我們想要觀察音樂的流行趨勢,並視覺化資料的結果和預測。
因此我們找了有百萬首歌以上的資料庫進行分析。
- 來自Amazon Public Dataset snapshot
- 放在Amazon AWS上的500GB資料集,需要透過Amazon EBS存放後再用Amazon EC2下載該資料集。
- 資料庫裡面含有歌曲名稱,歌詞,歌手資料,風格的標籤,歌手所在經緯度等。
- Apache Spark
- Anaconda
- Python
- MLlib
- D3.js
- Google API
- Amazon AWS存放資料,下載資料
- Apache Spark整理資料,分析資料
- html, css, javascript來視覺化分析結果
- Google API來plot經緯度
- 目前的資料集著重在歐美,而且歌曲數量仍不足以表現出流行趨勢的變動(無法做出有力的結論)。
- Google API還有從Amazon AWS處理這些資料時,免費的選擇可能下載超久或是額度不夠用。
- 很多歌曲的資料欄位仍然有缺失,在處理遺失資料的問題時,應該有更好的處理方法。
We wanted to observe the music trends around the world and try to visualize the data to make some conclusion and prediction. Therefore, we found a million song dataset and several relative datasets to do the work.
- A collection of audio features and metadata for a million contemporary popular music tracks, as our datasets to analyze.
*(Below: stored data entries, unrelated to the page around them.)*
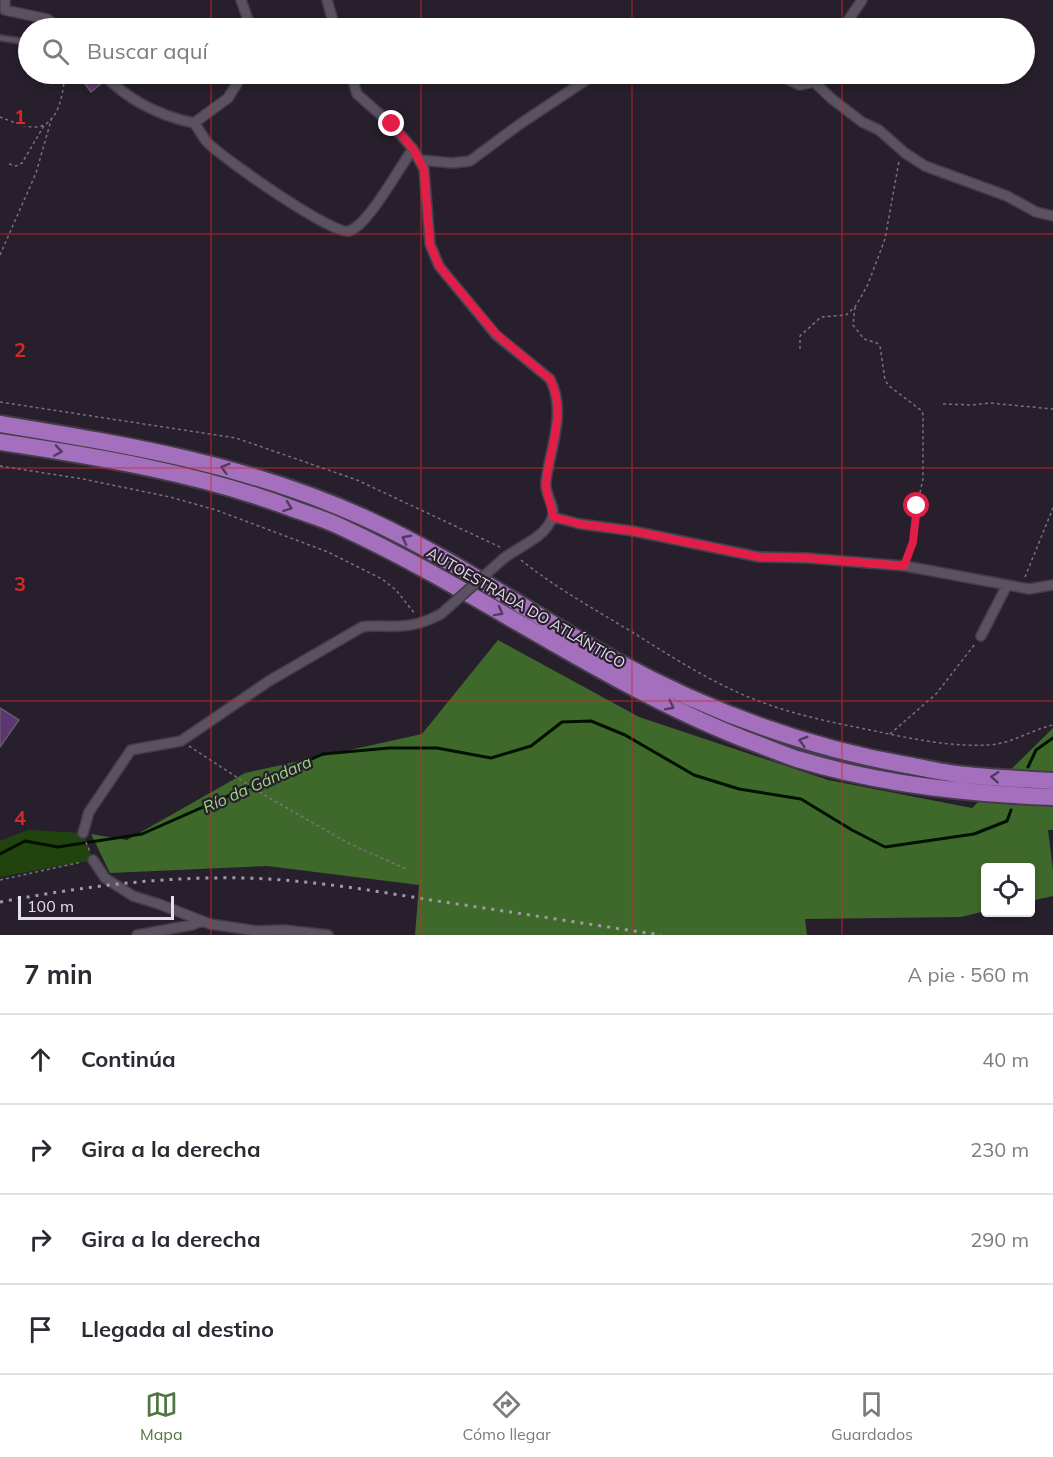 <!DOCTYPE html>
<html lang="es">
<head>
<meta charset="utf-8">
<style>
	:root { --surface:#fff; --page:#f7f7f7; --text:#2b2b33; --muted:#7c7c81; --line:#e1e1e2; --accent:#507641 }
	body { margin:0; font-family:Mulish,sans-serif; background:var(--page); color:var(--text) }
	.controls { position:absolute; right:18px; bottom:18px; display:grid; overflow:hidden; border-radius:6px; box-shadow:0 3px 9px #0003 }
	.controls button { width:54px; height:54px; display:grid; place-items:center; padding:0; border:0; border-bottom:2px solid var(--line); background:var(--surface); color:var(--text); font:30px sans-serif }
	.scale { position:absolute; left:18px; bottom:15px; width:156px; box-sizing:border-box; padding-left:6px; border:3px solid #e4dfe8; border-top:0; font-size:16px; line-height:21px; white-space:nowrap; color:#e4dfe8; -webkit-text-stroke:4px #281f2d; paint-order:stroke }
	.stop { position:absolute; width:18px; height:18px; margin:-14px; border:4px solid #e11d48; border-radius:50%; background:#fff }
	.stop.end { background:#e11d48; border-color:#fff; box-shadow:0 2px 6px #0008 }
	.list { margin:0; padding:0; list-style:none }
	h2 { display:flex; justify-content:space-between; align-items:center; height:78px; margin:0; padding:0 24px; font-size:26px }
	h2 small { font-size:20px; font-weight:400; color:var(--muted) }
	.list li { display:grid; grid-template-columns:39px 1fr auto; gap:18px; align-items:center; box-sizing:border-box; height:90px; padding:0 24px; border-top:2px solid var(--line) }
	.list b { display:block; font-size:22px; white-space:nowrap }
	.list em { font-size:20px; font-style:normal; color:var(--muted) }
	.icon { flex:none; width:33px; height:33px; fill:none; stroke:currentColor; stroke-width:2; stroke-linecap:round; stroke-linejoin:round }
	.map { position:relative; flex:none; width:1053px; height:935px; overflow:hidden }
	.search { position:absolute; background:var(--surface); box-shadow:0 3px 9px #0003; left:18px; right:18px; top:18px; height:66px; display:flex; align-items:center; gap:15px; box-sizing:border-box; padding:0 21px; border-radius:33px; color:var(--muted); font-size:22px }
	.sheet { height:438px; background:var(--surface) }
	nav { display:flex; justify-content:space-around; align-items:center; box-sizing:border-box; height:84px; border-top:2px solid var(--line); background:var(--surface); font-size:16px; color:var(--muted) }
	nav a { display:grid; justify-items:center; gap:3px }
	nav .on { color:var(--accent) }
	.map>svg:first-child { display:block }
	.green { fill:#21430e }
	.forest { fill:#3f692b }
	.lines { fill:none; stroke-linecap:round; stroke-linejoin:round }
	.stream { stroke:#011100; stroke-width:3 }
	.building { fill:#5c3670; stroke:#645b6a; stroke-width:1.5 }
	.lane-casing { stroke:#443c48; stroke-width:8 }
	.street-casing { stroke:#443c48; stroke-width:12 }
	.highway-casing { stroke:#443c48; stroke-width:20 }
	.path { stroke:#79717d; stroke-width:1.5; stroke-dasharray:3 3; stroke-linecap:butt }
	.lane { stroke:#5b5161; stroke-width:4.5 }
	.street { stroke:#5b5161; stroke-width:9 }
	.highway { stroke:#a470be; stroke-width:16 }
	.rail { stroke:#a19aa5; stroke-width:3; stroke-dasharray:3 6; stroke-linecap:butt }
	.street-bridge-casing { stroke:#443c48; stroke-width:12; stroke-linecap:butt }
	.street-bridge { stroke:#5b5161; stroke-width:9 }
	.oneway { stroke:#533b60 }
	.route { stroke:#e11d48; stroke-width:8 }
	.grid { fill:none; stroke:#d62828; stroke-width:1.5; stroke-opacity:0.55 }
	.labels { text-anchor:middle; stroke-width:4.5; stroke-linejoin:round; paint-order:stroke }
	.street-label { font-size:15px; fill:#e4dfe8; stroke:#281f2d }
	.water-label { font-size:16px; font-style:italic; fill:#9ad77e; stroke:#281f2d }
	.grid-label { font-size:20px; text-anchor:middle; font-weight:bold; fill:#d62828; stroke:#281f2d; stroke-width:4.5; stroke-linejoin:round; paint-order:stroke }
</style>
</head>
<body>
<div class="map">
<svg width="1053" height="935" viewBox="0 0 1053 935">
	<rect width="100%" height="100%" fill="#281f2d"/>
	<!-- green -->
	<path class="green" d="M 28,830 L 83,833 L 93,860 L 0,877 L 0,841 Z"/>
	<!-- forest -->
	<path class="forest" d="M 498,640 L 639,717 L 828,780 L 972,808 L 1053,728 L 1053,830 L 1048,830 L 1053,870 L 1053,896 L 1031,901 L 1030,868 L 986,868 L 985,911 L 961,917 L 805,919 L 807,935 L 415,935 L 419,885 L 267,866 L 110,873 L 91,834 L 127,840 L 245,773 L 422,734 Z"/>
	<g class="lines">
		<!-- stream -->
		<path class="stream" d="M 1028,767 L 1036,750 L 1053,738
			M 0,854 L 25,841 L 58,847 L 142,834 L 323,754 L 389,748 L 437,748 L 491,758 L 531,746 L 562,722 L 591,721 L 625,735 L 694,775 L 739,789 L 801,799 L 852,830 L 885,847 L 974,834 L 1007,821 L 1011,810"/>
	</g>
	<!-- building -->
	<path class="building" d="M 90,74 L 95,74 L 102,83 L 91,92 L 82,80 Z
		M 0,708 L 19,720 L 0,747 Z"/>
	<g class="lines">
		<!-- lane casing -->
		<g class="lane-casing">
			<path id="lane" d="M 0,38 L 28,42"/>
		</g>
		<!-- street casing -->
		<g class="street-casing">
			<path id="street" d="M 5,0 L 5,10 L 47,19 L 60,28
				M 241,0 L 251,28
				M 327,0 L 335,28
				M 843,28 L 862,0
				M 103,74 C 128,100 160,116 194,123
				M 243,74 L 228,98 L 194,123 C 199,129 202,136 207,142 C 221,157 333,236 349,231 C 368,226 400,166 413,149
				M 351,74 L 357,94 L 391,124 L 413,149 L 424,169 L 430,244 L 439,266 L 496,335 L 550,379 C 564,406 555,436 549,464 C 548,471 545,480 546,487 C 547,498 556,507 552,518 C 545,538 519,546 503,559
				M 775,74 L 800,85 L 814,82 L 832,99 L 862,122 L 879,130 L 905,153 L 925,166 L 1007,196 L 1036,212 L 1053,216
				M 420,160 L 453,163 L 470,161 L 520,124 L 595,74
				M 553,517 L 580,524 L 633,531 L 759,557 L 807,558 L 905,566 L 1029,589 L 1053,585
				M 981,636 L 1007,585
				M 83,833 L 89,812 L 131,750 L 181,741 L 269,681 L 362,627 C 375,625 387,627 400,626 C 415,626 428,621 441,614
				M 93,860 L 105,878 L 133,896 L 159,904 L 210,924 L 257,931 L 284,930 L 328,935
				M 137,935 L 192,925 L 202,921"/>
		</g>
		<!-- highway casing -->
		<g class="highway-casing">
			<path id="highway" d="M 0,424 C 128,445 246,464 365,518 C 453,558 532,615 616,661 C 708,711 804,747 907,765 C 924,768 940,772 957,774 C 989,778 1021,779 1053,781
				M 0,442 C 99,457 197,473 291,508 C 307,514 324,519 339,526 C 478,590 602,683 744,739 C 761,745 779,753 797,759 C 879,784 967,794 1053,797"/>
		</g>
		<!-- path -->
		<path class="path" d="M 0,117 C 11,121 25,128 36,127 C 60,125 63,91 65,74
			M 9,164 L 16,166 L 22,163 L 45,124
			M 0,255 L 36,173 L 52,117
			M 855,307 L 853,325 L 864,339 L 877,343 L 880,346 L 885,380 L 889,386 L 922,411 L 923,415 L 923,479 L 917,506 L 913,542 L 907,556
			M 800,349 L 800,336 L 821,317 L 846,315 L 855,307 L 861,297 L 868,284 L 885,239 L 899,161
			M 0,402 L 236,438 L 357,480 L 502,548
			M 943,404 L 972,405 L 990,403 L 1053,409
			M 0,466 L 83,479 L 170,497 L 216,510 L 328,552 L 382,579 L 396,590 L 415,614
			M 521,560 C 556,588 594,609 632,632 C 672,657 712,683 756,700 C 794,715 835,723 875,731 C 912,739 951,747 988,745 C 1011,744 1031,730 1053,725
			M 1025,577 L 1053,508
			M 890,734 L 936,694 L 975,644
			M 189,746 L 261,793 L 346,842 L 406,869
			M 86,842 L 90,852
			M 0,880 L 82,862"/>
		<!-- lane -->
		<use href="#lane" class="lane"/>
		<!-- street -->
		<use href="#street" class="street"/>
		<!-- highway -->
		<use href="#highway" class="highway"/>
		<!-- rail -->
		<path class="rail" d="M 0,902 C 70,889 140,879 212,878 C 287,876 363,889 437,901 C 512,912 587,924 661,935"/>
		<!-- street-bridge casing -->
		<g class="street-bridge-casing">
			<path id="street-bridge" d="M 441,614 L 503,559"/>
		</g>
		<!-- street-bridge -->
		<use href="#street-bridge" class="street-bridge"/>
	</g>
	<!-- one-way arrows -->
	<defs><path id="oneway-chevron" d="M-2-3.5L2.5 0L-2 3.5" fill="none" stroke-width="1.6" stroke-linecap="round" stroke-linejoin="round" transform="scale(1.5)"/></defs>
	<g class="oneway">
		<use href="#oneway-chevron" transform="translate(58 451) rotate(9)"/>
		<use href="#oneway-chevron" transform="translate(225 468) rotate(-164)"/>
		<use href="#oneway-chevron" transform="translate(288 507) rotate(20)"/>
		<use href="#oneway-chevron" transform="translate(406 539) rotate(-152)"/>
		<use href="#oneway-chevron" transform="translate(499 612) rotate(29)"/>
		<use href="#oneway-chevron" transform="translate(670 706) rotate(27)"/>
		<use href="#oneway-chevron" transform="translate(803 741) rotate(-164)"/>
		<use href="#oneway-chevron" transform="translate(995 777) rotate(-176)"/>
	</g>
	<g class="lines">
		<!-- route -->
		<path class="route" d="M 392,124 L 413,149 L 424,169 L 430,244 L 439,266 L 496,334 L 550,379 C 568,414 548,449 546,485 C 546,495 552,506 553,517 L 580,524 L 633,531 L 759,557 L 807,558 L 904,566 L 913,542 L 917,506"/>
	</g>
	<!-- grid -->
	<path class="grid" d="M 211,0 L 211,28M 421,0 L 421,28M 632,0 L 632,28M 842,0 L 842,28M 211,74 L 211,935M 421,74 L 421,935M 632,74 L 632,935M 842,74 L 842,935M 0,234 L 1053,234M 0,468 L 1053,468M 0,701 L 1053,701"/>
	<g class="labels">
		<!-- street labels -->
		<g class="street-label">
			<text transform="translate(526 608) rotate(30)" y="5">AUTOESTRADA DO ATLÁNTICO</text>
		</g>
		<!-- water labels -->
		<g class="water-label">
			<text transform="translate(257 784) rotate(-24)" y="6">Río da Gándara</text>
		</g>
	</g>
	<g class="grid-label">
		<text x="20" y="124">1</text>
		<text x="20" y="357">2</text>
		<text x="20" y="591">3</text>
		<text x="20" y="825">4</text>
	</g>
</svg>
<div class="controls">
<button><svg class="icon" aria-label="locate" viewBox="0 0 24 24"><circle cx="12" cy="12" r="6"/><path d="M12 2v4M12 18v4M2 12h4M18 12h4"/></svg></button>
</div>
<div class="scale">100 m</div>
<div class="stop" style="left:917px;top:506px"></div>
<div class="stop end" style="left:392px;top:124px"></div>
<div class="search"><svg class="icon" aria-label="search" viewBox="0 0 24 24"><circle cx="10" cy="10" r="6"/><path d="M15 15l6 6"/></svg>Buscar aquí</div>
</div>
<section class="sheet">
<h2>7 min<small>A pie · 560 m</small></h2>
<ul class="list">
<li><svg class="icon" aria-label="ahead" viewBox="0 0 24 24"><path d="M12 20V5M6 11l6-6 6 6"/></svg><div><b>Continúa</b></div><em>40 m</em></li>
<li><svg class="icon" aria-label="right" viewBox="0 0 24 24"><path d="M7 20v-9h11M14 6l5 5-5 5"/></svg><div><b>Gira a la derecha</b></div><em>230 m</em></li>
<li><svg class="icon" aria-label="right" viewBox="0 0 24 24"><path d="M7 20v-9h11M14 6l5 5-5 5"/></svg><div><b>Gira a la derecha</b></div><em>290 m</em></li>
<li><svg class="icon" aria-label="arrive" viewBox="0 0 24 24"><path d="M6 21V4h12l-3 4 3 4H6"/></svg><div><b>Llegada al destino</b></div></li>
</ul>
</section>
<nav>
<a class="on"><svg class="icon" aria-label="map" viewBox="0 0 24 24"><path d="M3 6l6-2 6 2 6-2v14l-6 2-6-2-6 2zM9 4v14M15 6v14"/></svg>Mapa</a>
<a><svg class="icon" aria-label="directions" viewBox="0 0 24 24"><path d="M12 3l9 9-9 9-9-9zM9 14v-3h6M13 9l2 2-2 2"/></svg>Cómo llegar</a>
<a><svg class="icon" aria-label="saved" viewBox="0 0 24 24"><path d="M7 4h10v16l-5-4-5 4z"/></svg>Guardados</a>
</nav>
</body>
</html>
- The Million Song Dataset is also a cluster of complementary datasets containing cover songs, lyrics, user data, genre labels and song tags similarity contributed by the community.
- Apache Spark
- Anaconda
- Python
- MLlib
- D3.js
- Google API
We used html, css, javascript to visualize the data analysis result. From this webpage, we can clearly see the popularity of the song tags, for instance, language, style, singers etc. from 1924 to 2010. Using Google api to acquire the exact coordinates of each location, and plot them on the map.
- Some data were missing, made it difficult to analyze. If the data is more complete, we can do more works and predictions with it.
- Google API only provides 2500 free accesses quota per day, we used many google accounts to accomplish this task with 24000 locations.
- The information provided by last.fm which is very trivial, is in the json form with a million directories. We have to organize these data into a csv table with one million times IO. Therefore, we chose spark which can do multiple read-in tasks simultaneously. It took us 4.5 hours to finish the tasks with approximately 6x efficiency compared to running program on localhost.
- The size of the data is still too small to make a strong conclusion.
Use Echo API to search for more complete global music dataset instead of current ones which mainly focused on Europe and America.
How to get the dataset:
Thierry Bertin-Mahieux, Daniel P.W. Ellis, Brian Whitman, and Paul Lamere. The Million Song Dataset. In Proceedings of the 12th International Society for Music Information Retrieval Conference (ISMIR 2011), 2011.